O garoto de Liverpool

Ele sabia tudo sobre os índios do Amazonas, mas da ditadura tinha noções imprecisas. A imprensa britânica não se incomodava com a ditadura, uma entre tantas, e ele próprio a achava amena

Ele veio de Liverpool, chamava-se Patrick e devia ter menos de 24 anos. Veio atraído pelo realismo mágico de García Márquez e pelo Amazonas, com sua fantástica floresta tropical e seus povos indígenas, alguns recém-contatados pelo homem branco. Falava um pouco de português. Chegou para cobrir as atrocidades contra os Atroaris, denunciadas com destaque na imprensa britânica, e se alojou na minha casa. Era um rapaz muito magro de cabelos negros e rosto miúdo sempre semioculto pelos cabelos que lhe caíam da testa, abundantes.

Por causa da cabeleira desgrenhada e da barba por fazer, que a ela se misturava, o Patrick dava a impressão de sujo. Também não se vestia bem. No entanto, era um escritor de qualidade. Já havia publicado dois romances históricos, um deles, que eu lera, muito bom, sobre a submissão e quase extermínio dos aborígines australianos pelos colonizadores ingleses.

Achei que o Patrick fazia o gênero do hippie. Queria demonstrar no próprio corpo o desprezo pela convenção e sua disposição rebelde. Veio para ficar quatro semanas e sabia tudo o que se pode saber de leitura sobre os índios do Amazonas. Sobre a resistência à ditadura tinha noções gerais e imprecisas. A imprensa britânica não se incomodava com a ditadura, uma entre tantas, e o próprio Patrick achava que ela era amena.

Chegou num sábado; na quarta seguinte partiu para Belém do Pará de avião, de onde seguiria para Altamira. Foi de mochila, à moda hippie. De Altamira pegaria a Transamazônica, que estava sendo construída, para mapear os estragos que a abertura da estrada fazia à vida indígena. Esse era o plano.

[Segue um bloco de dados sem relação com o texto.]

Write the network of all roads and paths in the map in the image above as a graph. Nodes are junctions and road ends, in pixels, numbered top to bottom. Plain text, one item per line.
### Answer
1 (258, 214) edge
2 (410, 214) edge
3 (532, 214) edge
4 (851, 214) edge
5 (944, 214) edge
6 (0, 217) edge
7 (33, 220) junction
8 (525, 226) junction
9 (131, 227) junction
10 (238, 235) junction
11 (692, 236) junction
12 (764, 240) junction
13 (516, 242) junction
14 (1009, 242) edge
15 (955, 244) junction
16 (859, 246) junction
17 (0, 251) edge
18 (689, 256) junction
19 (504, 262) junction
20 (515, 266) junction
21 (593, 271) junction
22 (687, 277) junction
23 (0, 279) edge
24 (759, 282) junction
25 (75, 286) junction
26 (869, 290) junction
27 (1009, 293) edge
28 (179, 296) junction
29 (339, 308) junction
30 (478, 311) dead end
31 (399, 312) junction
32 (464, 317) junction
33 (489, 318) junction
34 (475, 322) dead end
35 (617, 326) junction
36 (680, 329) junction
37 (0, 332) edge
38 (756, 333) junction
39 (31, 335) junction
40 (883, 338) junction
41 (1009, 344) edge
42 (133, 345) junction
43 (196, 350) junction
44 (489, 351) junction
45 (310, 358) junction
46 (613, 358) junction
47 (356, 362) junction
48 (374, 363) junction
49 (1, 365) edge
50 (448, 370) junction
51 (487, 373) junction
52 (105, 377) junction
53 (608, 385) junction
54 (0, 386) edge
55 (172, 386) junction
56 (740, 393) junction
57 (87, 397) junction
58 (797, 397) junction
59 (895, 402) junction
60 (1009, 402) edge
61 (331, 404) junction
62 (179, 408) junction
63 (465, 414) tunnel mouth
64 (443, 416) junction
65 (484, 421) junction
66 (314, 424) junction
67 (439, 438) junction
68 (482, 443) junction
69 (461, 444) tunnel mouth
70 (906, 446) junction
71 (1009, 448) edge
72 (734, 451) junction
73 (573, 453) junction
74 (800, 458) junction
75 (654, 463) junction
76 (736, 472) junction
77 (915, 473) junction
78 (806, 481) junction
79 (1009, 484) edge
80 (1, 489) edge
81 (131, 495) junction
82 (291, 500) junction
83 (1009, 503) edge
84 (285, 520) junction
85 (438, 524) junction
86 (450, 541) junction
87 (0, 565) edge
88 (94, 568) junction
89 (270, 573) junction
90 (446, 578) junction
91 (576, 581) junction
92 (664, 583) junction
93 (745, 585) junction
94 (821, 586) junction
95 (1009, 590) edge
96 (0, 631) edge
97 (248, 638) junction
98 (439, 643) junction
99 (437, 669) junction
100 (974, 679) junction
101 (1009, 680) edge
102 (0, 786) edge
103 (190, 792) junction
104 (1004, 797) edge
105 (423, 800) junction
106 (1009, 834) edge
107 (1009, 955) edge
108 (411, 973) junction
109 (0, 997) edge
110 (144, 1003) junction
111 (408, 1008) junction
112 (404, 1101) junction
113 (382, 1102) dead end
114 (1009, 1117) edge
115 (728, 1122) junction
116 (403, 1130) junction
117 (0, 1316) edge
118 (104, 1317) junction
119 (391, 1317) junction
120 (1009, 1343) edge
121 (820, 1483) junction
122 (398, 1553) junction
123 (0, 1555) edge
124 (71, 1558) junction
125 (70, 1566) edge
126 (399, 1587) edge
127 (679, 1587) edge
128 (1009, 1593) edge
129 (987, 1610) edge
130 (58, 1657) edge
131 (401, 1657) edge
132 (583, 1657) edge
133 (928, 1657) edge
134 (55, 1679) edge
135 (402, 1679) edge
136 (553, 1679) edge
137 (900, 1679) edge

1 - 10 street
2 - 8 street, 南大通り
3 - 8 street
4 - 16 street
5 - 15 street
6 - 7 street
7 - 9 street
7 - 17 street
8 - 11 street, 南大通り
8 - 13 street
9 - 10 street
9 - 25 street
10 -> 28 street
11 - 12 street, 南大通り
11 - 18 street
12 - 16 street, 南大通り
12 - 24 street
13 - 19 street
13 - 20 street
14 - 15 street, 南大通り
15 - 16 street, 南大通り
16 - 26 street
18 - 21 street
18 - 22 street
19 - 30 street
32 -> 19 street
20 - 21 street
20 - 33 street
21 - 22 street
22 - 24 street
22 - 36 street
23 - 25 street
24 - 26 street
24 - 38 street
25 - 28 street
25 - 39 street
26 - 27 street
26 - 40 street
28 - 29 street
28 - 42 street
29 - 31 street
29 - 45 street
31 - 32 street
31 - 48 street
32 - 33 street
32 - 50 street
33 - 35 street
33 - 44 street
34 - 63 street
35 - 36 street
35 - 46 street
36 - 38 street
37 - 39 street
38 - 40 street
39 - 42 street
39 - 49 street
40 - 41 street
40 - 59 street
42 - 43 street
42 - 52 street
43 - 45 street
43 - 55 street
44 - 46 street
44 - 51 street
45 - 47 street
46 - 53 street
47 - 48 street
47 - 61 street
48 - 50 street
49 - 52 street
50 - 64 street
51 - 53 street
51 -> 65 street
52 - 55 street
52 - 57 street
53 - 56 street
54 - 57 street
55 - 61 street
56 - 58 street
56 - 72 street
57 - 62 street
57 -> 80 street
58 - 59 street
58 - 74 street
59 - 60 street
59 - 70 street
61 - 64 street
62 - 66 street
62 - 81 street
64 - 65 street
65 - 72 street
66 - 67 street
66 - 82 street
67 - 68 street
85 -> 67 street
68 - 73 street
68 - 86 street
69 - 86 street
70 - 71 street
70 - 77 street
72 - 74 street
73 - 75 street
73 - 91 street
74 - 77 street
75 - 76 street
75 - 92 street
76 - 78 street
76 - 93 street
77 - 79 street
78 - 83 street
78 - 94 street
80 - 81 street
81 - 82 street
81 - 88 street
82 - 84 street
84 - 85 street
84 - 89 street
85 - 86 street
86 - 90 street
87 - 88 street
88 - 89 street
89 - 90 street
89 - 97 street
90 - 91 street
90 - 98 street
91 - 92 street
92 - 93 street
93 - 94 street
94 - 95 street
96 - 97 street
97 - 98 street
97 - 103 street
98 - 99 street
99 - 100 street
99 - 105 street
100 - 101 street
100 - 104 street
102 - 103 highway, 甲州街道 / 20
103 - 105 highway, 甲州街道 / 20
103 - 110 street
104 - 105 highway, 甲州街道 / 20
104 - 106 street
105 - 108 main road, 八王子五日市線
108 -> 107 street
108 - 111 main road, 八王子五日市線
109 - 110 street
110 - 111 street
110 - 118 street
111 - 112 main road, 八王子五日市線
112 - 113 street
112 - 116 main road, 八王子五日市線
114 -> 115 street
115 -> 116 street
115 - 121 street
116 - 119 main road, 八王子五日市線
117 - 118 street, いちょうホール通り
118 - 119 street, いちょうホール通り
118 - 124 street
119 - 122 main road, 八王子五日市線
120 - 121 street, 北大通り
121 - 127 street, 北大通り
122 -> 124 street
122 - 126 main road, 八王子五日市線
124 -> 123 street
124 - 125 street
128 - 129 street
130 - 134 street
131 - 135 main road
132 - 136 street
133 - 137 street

Falei com ele dos boatos sobre a existência de um foco de guerrilha no Amazonas e de que o Exército ocupara parte de região. Recomendei que não deixasse de passar pela delegacia da Funai em Altamira, mas ele disse que tinha como método evitar contatos oficiais.

Passaram-se três semanas e nada de o garoto de Liverpool voltar. Já estava pensando em acionar algum conhecido de Belém do Pará quando, passados mais cinco dias, ele surge no portão de casa, cabelos e barba ainda mais desgrenhados e compridos, os olhos esbugalhados e marcas de ferimentos no supercílio esquerdo. Tremia de modo descontrolado.

Levei-o pra dentro. Tomou um banho, comeu. Depois contou o que aconteceu. Disse que foi preso assim que desembarcou na rodoviária de Altamira. Penduraram ele num pau, querendo saber quem era o contato dele. Ele nem entendia direito o que estavam perguntando e não adiantou dizer que era jornalista. Depois jogaram ele num buraco, de uns quatro metros de profundidade. Tiravam de vez em quando para mostrar fotografias ou fazer perguntas e depois jogavam ele de volta. Passou frio e fome. Chegou a defecar e urinar dentro do poço.

No dia seguinte ao seu retorno, à noite, o garoto de Liverpool embarcou de volta para a Inglaterra. Antes, passou pelo barbeiro do bairro, mandou fazer barba e cabelo completos, corte bem rente.